Although quasi-experimental methods have their advantages, systematic differences are best eliminated through a full experimental approach, which involves random assignment: a law of statistics guarantees that a large enough sample size of people randomly assigned will generate statistically identical comparison groups. Thus, the control group mimics the counterfactual, and any differences that arise between the two groups after the program is implemented may be reliably attributed to the program provided that threats to the study's validity are controlled for. These threats include:
- The Hawthorne effect, which occurs when members of the treatment group change their behavior in response to the knowledge that they are being studied, not in response to any particular experimental manipulation. The John Hendry effect occurs when members of the control group do so.
- No-shows, members of the treatment group who fail to attend some function where their attendance is necessary to the study's design.
- Spillover, which occurs when members of the control group are affected by the intervention.
- Contamination, which occurs when members of treatment and/or comparison groups have access to another intervention which also affects the outcome(s) of interest.
- Crossovers, members of the control group who "cross over" into the treatment group.
These threats can affect the validity of all types of impact evaluation, randomized or otherwise. Non-experimental and quasi-experimental evaluations face additional methodological issues such as confounding factors and selection bias. While random assignment addresses these issues to maximize an impact evaluation’s internal validity (the ability to generalize the study’s results to the population the sample was drawn from) there remain inherent limitations to an impact evaluation’s external validity (the ability to generalize the study’s results to other populations). Testing a program in multiple disparate settings is a great way to determine whether the program's results are generally replicable and thus worth “scaling up.” Knowledge of a particular setting can help determine whether a program's results can indeed be replicated in that context. For example, consider a policy intervention designed to increase school enrollment by informing parents about the positive correlation between additional schooling and increased wages: If, in a given school system, parents are inclined to underestimate the effects of additional schooling on wages, they will more likely be influenced by the information than parents in another school system who generally overestimate the effects of additional schooling on wages.

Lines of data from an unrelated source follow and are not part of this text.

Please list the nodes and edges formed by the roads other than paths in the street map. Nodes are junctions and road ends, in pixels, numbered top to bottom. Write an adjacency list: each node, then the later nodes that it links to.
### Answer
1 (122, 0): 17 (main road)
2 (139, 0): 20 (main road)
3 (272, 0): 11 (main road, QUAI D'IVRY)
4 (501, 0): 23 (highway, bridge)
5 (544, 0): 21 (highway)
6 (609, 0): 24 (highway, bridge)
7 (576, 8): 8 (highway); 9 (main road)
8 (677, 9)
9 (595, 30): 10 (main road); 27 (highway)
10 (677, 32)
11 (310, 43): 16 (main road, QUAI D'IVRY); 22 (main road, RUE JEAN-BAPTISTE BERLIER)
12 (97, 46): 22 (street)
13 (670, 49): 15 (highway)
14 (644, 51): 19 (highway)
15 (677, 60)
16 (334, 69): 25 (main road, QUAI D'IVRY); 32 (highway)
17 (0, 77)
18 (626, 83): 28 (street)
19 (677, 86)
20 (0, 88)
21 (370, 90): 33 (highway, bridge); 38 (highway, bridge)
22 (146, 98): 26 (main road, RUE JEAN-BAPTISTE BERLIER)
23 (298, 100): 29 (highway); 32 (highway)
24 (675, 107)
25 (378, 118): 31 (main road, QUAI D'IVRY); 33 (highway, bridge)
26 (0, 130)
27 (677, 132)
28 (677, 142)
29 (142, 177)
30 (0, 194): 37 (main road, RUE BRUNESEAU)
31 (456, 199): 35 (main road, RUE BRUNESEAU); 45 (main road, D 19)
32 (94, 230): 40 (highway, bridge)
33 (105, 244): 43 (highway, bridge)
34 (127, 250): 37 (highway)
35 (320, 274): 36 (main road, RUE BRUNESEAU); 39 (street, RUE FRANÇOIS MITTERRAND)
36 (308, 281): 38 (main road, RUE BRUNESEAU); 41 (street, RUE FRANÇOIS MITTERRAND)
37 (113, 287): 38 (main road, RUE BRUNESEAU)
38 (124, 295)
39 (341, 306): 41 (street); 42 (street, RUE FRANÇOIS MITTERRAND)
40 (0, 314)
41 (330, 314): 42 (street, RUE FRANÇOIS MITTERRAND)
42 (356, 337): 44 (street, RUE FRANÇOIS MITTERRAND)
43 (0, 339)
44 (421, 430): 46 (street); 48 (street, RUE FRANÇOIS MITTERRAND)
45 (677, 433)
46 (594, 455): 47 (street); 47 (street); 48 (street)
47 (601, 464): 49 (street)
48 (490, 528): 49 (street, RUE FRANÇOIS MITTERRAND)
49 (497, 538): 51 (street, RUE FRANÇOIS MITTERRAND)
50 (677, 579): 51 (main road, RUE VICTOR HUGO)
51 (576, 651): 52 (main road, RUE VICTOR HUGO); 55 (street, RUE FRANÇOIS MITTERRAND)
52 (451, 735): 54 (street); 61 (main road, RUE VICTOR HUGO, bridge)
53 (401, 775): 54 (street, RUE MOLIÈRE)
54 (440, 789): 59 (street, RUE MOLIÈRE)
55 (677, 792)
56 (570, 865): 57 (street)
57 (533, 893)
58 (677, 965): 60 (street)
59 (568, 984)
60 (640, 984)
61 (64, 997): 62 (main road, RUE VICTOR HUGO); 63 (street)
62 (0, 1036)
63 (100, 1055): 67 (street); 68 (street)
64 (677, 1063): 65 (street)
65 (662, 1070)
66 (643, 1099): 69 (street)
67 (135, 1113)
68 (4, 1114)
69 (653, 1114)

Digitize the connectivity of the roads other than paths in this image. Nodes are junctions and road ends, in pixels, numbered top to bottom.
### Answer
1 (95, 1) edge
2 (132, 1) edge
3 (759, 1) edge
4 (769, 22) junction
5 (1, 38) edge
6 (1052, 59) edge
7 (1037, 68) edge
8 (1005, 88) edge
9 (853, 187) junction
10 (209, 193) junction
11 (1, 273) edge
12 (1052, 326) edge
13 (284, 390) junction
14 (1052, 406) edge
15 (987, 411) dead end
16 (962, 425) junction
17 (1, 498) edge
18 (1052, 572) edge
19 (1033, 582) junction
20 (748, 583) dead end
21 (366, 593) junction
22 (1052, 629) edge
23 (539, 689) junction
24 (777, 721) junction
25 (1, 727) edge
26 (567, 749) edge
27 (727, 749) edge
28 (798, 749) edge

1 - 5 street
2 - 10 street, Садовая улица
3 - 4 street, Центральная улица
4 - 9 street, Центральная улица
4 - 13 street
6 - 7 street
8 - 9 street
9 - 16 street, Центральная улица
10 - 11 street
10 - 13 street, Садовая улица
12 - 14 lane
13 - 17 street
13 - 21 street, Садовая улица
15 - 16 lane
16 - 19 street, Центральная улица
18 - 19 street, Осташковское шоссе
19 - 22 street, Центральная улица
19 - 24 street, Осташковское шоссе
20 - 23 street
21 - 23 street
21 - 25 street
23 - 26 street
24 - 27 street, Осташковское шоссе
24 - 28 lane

Other examples of impact evaluations
The most renowned large-scale development experiment/impact evaluation is a conditional cash transfer program named Oportunidades (formerly known as Progresa). The program, launched by the Mexican government in 1997, targets poverty by providing cash payments to families whose children meet certain conditions such as regular school attendance. Inspired by the success of Oportunidades, similar conditional cash transfer programs have since been implemented by a number of governments in developing countries.

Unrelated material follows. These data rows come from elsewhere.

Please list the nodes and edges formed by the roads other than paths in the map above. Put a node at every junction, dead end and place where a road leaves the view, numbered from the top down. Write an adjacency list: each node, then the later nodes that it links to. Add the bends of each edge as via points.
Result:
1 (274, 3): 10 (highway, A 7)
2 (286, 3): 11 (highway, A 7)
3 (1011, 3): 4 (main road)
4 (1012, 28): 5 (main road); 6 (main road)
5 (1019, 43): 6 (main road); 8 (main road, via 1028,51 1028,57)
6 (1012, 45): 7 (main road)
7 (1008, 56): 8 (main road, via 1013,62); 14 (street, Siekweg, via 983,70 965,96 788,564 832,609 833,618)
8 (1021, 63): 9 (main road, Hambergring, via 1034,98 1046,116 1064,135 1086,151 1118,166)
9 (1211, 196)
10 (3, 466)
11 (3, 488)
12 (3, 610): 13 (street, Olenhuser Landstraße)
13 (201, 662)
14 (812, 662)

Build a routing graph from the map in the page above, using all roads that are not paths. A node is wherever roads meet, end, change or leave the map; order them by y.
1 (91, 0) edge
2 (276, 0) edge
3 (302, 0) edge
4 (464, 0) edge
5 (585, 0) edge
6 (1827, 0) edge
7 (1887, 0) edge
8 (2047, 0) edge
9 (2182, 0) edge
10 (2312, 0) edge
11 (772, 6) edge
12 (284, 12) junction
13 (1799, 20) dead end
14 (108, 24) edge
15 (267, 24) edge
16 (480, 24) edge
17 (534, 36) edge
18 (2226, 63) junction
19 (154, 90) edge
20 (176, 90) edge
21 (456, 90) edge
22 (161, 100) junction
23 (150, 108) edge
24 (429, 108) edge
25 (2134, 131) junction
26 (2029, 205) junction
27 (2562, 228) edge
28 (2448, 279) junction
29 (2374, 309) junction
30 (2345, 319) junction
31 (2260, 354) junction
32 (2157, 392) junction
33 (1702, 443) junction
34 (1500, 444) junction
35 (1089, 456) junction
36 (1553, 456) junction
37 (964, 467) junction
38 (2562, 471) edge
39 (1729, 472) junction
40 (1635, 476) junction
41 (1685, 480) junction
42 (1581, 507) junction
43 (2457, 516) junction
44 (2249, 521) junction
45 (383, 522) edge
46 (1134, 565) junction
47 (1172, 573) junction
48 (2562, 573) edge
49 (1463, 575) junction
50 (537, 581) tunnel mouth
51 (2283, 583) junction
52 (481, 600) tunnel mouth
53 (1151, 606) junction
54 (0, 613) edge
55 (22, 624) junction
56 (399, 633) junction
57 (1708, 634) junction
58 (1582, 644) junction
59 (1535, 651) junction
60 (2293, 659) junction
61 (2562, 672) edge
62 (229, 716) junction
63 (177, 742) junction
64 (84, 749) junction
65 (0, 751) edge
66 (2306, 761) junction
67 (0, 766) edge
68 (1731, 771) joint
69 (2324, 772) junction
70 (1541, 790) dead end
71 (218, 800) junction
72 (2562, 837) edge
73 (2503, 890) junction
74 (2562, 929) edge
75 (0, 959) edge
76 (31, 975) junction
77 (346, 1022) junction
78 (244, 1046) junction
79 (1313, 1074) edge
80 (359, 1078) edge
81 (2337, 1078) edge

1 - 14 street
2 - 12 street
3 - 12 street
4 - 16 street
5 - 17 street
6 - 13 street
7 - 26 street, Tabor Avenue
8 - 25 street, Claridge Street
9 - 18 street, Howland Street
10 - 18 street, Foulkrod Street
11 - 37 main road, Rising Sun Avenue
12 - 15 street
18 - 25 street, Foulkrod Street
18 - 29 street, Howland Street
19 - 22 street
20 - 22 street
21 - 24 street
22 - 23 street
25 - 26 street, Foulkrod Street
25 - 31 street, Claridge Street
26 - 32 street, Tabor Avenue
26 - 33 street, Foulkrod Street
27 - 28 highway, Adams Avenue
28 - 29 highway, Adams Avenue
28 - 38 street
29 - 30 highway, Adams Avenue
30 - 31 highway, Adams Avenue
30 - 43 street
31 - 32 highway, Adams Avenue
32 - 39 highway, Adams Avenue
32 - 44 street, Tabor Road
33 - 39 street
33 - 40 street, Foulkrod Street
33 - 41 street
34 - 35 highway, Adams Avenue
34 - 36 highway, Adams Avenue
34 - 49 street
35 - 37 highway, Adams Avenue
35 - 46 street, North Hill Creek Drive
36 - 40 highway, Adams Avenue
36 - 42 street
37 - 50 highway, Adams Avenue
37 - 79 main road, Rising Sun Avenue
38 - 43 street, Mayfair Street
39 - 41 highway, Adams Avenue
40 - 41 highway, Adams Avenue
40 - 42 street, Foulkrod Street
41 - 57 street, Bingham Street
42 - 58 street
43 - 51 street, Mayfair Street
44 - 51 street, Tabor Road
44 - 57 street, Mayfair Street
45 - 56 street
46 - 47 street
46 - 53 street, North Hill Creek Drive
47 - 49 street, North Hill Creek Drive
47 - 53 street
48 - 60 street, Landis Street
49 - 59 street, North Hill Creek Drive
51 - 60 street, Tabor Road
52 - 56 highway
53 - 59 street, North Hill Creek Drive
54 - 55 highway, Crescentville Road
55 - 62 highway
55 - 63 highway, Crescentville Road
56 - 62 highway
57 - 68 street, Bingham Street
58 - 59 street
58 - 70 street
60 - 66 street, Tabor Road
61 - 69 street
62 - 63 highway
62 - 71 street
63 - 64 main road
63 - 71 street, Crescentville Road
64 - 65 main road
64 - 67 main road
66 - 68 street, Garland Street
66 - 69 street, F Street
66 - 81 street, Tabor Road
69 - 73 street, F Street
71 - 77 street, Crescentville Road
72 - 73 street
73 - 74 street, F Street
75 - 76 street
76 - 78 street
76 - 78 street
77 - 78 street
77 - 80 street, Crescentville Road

Although Oportunidades has proven effective in improving a number of development outcomes among beneficiaries, it is very expensive, so other organizations have conducted a number of cost-effectiveness studies to compare alternative solutions. In comparing the cost effectiveness of various programs designed to improve school participation, for example, the Abul Latif Jameel Poverty Action Lab (J-PAL) at the Massachusetts Institute of Technology found that distributing de-worming tablets to children was substantially more cost-effective than conditional cash transfer programs. J-PAL offers a | searchable database] of hundreds of randomized impact evaluations conducted either by themselves or affiliates.